DIE BLUTSCHANDE VON MOOSHAM
In einem Zimmer des unteren Schlosses befindet sich ein Gemälde, welches vier Personen, zwei männliche und zwei weibliche, in Brustbildern zeigt. Das Bild zur Linken stellt ein Mädchen mit fliegenden Kopfhaaren und kummervollem Gesichte dar; über ihr ist eine Elster zu sehen.

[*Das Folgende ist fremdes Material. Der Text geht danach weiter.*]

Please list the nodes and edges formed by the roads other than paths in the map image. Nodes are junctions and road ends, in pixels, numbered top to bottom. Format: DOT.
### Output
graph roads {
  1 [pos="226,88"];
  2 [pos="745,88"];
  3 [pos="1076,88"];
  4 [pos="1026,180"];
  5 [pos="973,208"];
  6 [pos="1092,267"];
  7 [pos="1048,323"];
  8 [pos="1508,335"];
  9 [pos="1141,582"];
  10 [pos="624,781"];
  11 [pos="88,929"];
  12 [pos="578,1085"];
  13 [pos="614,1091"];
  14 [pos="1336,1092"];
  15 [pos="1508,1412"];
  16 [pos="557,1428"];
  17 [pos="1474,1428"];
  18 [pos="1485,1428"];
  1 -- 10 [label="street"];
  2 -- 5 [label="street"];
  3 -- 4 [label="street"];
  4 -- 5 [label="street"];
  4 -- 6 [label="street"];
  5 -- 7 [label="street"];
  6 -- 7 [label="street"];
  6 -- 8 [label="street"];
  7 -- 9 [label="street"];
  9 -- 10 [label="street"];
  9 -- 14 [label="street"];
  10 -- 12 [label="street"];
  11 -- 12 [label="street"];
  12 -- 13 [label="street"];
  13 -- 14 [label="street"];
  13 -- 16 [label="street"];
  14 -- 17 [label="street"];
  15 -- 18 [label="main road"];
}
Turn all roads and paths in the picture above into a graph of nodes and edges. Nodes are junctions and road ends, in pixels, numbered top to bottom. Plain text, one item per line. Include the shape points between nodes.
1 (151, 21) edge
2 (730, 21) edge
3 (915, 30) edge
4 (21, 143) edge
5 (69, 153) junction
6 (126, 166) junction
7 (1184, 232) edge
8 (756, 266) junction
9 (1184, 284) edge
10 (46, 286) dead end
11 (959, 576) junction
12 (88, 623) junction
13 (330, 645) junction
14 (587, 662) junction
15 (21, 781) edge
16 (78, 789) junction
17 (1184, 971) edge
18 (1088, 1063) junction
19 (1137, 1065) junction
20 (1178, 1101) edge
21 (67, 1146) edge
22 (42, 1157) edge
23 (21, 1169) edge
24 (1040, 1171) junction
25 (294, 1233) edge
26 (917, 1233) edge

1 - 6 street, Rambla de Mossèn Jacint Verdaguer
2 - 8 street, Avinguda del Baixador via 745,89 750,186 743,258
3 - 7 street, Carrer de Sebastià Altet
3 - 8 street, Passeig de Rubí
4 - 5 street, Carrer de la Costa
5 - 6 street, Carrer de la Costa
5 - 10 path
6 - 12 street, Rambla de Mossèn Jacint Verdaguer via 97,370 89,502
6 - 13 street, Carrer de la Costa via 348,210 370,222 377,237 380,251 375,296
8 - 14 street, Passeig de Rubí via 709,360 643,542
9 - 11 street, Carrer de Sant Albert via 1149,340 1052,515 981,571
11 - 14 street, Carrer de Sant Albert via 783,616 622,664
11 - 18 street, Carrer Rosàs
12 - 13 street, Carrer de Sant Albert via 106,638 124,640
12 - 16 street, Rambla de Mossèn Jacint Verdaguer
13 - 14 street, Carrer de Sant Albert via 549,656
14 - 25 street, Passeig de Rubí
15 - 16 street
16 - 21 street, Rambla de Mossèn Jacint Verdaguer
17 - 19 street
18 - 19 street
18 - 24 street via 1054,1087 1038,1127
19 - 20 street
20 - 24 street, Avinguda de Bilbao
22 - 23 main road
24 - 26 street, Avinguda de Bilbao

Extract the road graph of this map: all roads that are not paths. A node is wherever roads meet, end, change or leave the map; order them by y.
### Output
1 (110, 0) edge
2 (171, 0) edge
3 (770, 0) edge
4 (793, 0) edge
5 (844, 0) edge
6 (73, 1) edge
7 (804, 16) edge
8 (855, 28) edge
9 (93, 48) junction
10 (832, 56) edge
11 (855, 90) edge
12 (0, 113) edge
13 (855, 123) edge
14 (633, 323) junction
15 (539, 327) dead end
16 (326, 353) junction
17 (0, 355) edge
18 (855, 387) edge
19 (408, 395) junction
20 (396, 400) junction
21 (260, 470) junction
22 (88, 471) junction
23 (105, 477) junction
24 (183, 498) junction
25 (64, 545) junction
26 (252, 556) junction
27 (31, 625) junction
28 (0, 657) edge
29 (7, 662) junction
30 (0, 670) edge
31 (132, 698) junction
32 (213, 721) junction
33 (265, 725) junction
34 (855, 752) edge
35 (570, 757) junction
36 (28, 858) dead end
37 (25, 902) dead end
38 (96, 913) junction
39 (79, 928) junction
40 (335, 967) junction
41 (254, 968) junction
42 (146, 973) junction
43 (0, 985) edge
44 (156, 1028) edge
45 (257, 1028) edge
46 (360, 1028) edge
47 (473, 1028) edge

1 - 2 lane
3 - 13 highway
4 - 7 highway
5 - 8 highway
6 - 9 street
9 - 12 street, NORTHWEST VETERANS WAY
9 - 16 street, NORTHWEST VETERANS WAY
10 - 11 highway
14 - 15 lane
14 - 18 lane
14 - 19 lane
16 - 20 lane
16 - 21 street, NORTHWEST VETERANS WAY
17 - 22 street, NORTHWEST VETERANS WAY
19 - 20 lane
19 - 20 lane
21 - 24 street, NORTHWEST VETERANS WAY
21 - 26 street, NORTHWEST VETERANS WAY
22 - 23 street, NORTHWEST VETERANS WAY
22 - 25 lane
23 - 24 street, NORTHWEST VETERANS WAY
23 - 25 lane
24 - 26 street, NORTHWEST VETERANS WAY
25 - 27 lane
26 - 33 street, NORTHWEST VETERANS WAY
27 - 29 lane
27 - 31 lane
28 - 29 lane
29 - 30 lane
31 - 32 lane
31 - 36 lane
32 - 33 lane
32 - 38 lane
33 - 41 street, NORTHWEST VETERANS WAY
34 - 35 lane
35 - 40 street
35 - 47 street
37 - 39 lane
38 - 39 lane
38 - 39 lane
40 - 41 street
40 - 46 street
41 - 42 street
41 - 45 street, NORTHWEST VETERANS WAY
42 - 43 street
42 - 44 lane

Daneben ist ein Mann mit einem auf der Brust geöffneten Hemde abgebildet. Seine Gesichtszüge drücken Verzweiflung und Gram aus. Über ihm sitzen zwei Raben, von denen der eine nach dem Kopfe des Mannes pickt. Die dritte Person ist ein Mädchen mit unschuldsvollem, wunderlieblichem Antlitze; reiches blondes Haargeflecht zieht sich unter dem Hut gegen die Schläfen herab. Das letzte Bild aber zeigt einen Menschen von verwildertem Aussehen. Schadenfreude liest man aus seinem Gesichte. Er hat den Daumen zwischen den Zeige- und Mittelfinger gesteckt und blickt mit einem Gesichte, das Hohn und Spott ausdrückt, zu dem erstgenannten Manne hinüber. Über diese seltsame Bildergruppe geht im Volke folgende Sage:
Es lebten einst zwei Brüder aus dem Rittergeschlechte von Moosham, welche zwei Schwestern hatten. Beide Brüder verliebten sich in die eine der Schwestern, über welcher die geschwätzige Elster als Zeichen, daß nichts verborgen bleibt, zu sehen ist. Der Ältere fand Gegenliebe; höhnend wies er dem Jüngeren den Daumen. Dieser, der sich in seiner Leidenschaft betrogen sah, geriet darüber in wilde Raserei. Seiner selbst nicht mehr mächtig, ermordete er den Bruder und stürzte sich dann aus Verzweiflung über seine eigene Untat vom hohen Söller auf den felsigen Grund des Burggrabens hinab, wo er zerschmettert liegen blieb, den wilden Raubvögeln eine willkommene Beute.